What this task involves:
Copy the data word for word, keeping every line.

------------------------------

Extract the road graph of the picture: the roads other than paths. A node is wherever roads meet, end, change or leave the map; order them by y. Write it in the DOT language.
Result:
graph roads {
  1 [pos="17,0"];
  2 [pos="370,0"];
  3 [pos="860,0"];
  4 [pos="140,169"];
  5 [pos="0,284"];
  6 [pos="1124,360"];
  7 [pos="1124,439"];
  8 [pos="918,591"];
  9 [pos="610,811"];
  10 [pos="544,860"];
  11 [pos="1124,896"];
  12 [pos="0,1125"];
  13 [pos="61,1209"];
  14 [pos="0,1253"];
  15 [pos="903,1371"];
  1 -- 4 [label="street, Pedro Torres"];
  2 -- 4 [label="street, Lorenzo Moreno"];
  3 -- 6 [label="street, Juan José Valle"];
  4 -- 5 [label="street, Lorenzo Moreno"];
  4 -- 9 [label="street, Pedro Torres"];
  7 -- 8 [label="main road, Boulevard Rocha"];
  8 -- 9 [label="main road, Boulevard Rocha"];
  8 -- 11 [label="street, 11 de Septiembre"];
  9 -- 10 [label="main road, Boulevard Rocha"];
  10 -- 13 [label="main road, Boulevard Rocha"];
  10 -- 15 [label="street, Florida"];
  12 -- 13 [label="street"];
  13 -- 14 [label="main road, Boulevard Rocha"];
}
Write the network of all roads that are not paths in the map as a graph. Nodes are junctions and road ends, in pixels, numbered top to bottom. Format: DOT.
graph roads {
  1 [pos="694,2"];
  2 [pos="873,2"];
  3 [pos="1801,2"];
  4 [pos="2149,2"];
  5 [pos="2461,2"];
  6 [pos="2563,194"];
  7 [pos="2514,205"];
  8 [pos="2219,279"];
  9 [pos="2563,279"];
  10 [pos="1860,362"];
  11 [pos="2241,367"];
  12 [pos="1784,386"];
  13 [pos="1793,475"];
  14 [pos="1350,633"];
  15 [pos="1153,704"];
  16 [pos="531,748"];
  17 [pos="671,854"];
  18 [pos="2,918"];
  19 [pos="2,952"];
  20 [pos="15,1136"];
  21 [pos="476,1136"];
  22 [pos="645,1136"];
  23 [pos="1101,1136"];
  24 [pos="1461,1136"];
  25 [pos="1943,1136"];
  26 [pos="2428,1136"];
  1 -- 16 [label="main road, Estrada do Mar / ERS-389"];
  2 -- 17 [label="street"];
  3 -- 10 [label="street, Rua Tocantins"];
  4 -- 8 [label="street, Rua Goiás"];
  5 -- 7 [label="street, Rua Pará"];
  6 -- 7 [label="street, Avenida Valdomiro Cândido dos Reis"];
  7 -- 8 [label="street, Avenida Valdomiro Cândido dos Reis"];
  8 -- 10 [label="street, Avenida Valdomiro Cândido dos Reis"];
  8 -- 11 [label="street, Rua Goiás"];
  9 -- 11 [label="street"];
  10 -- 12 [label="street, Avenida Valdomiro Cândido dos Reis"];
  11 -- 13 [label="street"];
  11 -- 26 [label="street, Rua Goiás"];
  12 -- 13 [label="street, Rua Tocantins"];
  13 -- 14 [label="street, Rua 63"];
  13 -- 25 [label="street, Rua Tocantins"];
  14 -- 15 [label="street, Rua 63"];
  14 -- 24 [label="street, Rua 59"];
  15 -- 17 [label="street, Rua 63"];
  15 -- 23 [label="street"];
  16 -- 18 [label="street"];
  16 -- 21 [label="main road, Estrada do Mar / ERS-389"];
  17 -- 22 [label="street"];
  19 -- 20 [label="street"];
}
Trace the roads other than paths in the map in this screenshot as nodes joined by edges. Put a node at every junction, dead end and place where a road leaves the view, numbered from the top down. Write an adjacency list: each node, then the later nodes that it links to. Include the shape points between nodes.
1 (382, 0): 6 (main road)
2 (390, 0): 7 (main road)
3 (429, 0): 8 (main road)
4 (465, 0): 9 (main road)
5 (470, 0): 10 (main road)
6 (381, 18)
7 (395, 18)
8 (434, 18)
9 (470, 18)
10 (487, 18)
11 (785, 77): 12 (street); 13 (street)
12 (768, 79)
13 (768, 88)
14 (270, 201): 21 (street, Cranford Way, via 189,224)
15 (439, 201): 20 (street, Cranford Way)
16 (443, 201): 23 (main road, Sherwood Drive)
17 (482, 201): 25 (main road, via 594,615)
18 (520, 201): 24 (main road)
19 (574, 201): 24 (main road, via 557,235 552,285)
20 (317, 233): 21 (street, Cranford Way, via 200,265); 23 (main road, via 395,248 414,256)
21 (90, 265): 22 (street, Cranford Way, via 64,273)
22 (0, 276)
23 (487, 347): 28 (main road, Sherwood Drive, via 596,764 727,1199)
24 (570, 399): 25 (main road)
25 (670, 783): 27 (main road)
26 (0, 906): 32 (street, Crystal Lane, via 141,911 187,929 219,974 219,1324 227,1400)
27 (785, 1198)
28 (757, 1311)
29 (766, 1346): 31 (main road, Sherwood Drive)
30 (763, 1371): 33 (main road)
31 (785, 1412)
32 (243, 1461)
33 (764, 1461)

------------------------------

Answer to this problem:
Extract the road graph of the picture: the roads other than paths. A node is wherever roads meet, end, change or leave the map; order them by y. Write it in the DOT language.
Result:
graph roads {
  1 [pos="17,0"];
  2 [pos="370,0"];
  3 [pos="860,0"];
  4 [pos="140,169"];
  5 [pos="0,284"];
  6 [pos="1124,360"];
  7 [pos="1124,439"];
  8 [pos="918,591"];
  9 [pos="610,811"];
  10 [pos="544,860"];
  11 [pos="1124,896"];
  12 [pos="0,1125"];
  13 [pos="61,1209"];
  14 [pos="0,1253"];
  15 [pos="903,1371"];
  1 -- 4 [label="street, Pedro Torres"];
  2 -- 4 [label="street, Lorenzo Moreno"];
  3 -- 6 [label="street, Juan José Valle"];
  4 -- 5 [label="street, Lorenzo Moreno"];
  4 -- 9 [label="street, Pedro Torres"];
  7 -- 8 [label="main road, Boulevard Rocha"];
  8 -- 9 [label="main road, Boulevard Rocha"];
  8 -- 11 [label="street, 11 de Septiembre"];
  9 -- 10 [label="main road, Boulevard Rocha"];
  10 -- 13 [label="main road, Boulevard Rocha"];
  10 -- 15 [label="street, Florida"];
  12 -- 13 [label="street"];
  13 -- 14 [label="main road, Boulevard Rocha"];
}
Write the network of all roads that are not paths in the map as a graph. Nodes are junctions and road ends, in pixels, numbered top to bottom. Format: DOT.
graph roads {
  1 [pos="694,2"];
  2 [pos="873,2"];
  3 [pos="1801,2"];
  4 [pos="2149,2"];
  5 [pos="2461,2"];
  6 [pos="2563,194"];
  7 [pos="2514,205"];
  8 [pos="2219,279"];
  9 [pos="2563,279"];
  10 [pos="1860,362"];
  11 [pos="2241,367"];
  12 [pos="1784,386"];
  13 [pos="1793,475"];
  14 [pos="1350,633"];
  15 [pos="1153,704"];
  16 [pos="531,748"];
  17 [pos="671,854"];
  18 [pos="2,918"];
  19 [pos="2,952"];
  20 [pos="15,1136"];
  21 [pos="476,1136"];
  22 [pos="645,1136"];
  23 [pos="1101,1136"];
  24 [pos="1461,1136"];
  25 [pos="1943,1136"];
  26 [pos="2428,1136"];
  1 -- 16 [label="main road, Estrada do Mar / ERS-389"];
  2 -- 17 [label="street"];
  3 -- 10 [label="street, Rua Tocantins"];
  4 -- 8 [label="street, Rua Goiás"];
  5 -- 7 [label="street, Rua Pará"];
  6 -- 7 [label="street, Avenida Valdomiro Cândido dos Reis"];
  7 -- 8 [label="street, Avenida Valdomiro Cândido dos Reis"];
  8 -- 10 [label="street, Avenida Valdomiro Cândido dos Reis"];
  8 -- 11 [label="street, Rua Goiás"];
  9 -- 11 [label="street"];
  10 -- 12 [label="street, Avenida Valdomiro Cândido dos Reis"];
  11 -- 13 [label="street"];
  11 -- 26 [label="street, Rua Goiás"];
  12 -- 13 [label="street, Rua Tocantins"];
  13 -- 14 [label="street, Rua 63"];
  13 -- 25 [label="street, Rua Tocantins"];
  14 -- 15 [label="street, Rua 63"];
  14 -- 24 [label="street, Rua 59"];
  15 -- 17 [label="street, Rua 63"];
  15 -- 23 [label="street"];
  16 -- 18 [label="street"];
  16 -- 21 [label="main road, Estrada do Mar / ERS-389"];
  17 -- 22 [label="street"];
  19 -- 20 [label="street"];
}
Trace the roads other than paths in the map in this screenshot as nodes joined by edges. Put a node at every junction, dead end and place where a road leaves the view, numbered from the top down. Write an adjacency list: each node, then the later nodes that it links to. Include the shape points between nodes.
1 (382, 0): 6 (main road)
2 (390, 0): 7 (main road)
3 (429, 0): 8 (main road)
4 (465, 0): 9 (main road)
5 (470, 0): 10 (main road)
6 (381, 18)
7 (395, 18)
8 (434, 18)
9 (470, 18)
10 (487, 18)
11 (785, 77): 12 (street); 13 (street)
12 (768, 79)
13 (768, 88)
14 (270, 201): 21 (street, Cranford Way, via 189,224)
15 (439, 201): 20 (street, Cranford Way)
16 (443, 201): 23 (main road, Sherwood Drive)
17 (482, 201): 25 (main road, via 594,615)
18 (520, 201): 24 (main road)
19 (574, 201): 24 (main road, via 557,235 552,285)
20 (317, 233): 21 (street, Cranford Way, via 200,265); 23 (main road, via 395,248 414,256)
21 (90, 265): 22 (street, Cranford Way, via 64,273)
22 (0, 276)
23 (487, 347): 28 (main road, Sherwood Drive, via 596,764 727,1199)
24 (570, 399): 25 (main road)
25 (670, 783): 27 (main road)
26 (0, 906): 32 (street, Crystal Lane, via 141,911 187,929 219,974 219,1324 227,1400)
27 (785, 1198)
28 (757, 1311)
29 (766, 1346): 31 (main road, Sherwood Drive)
30 (763, 1371): 33 (main road)
31 (785, 1412)
32 (243, 1461)
33 (764, 1461)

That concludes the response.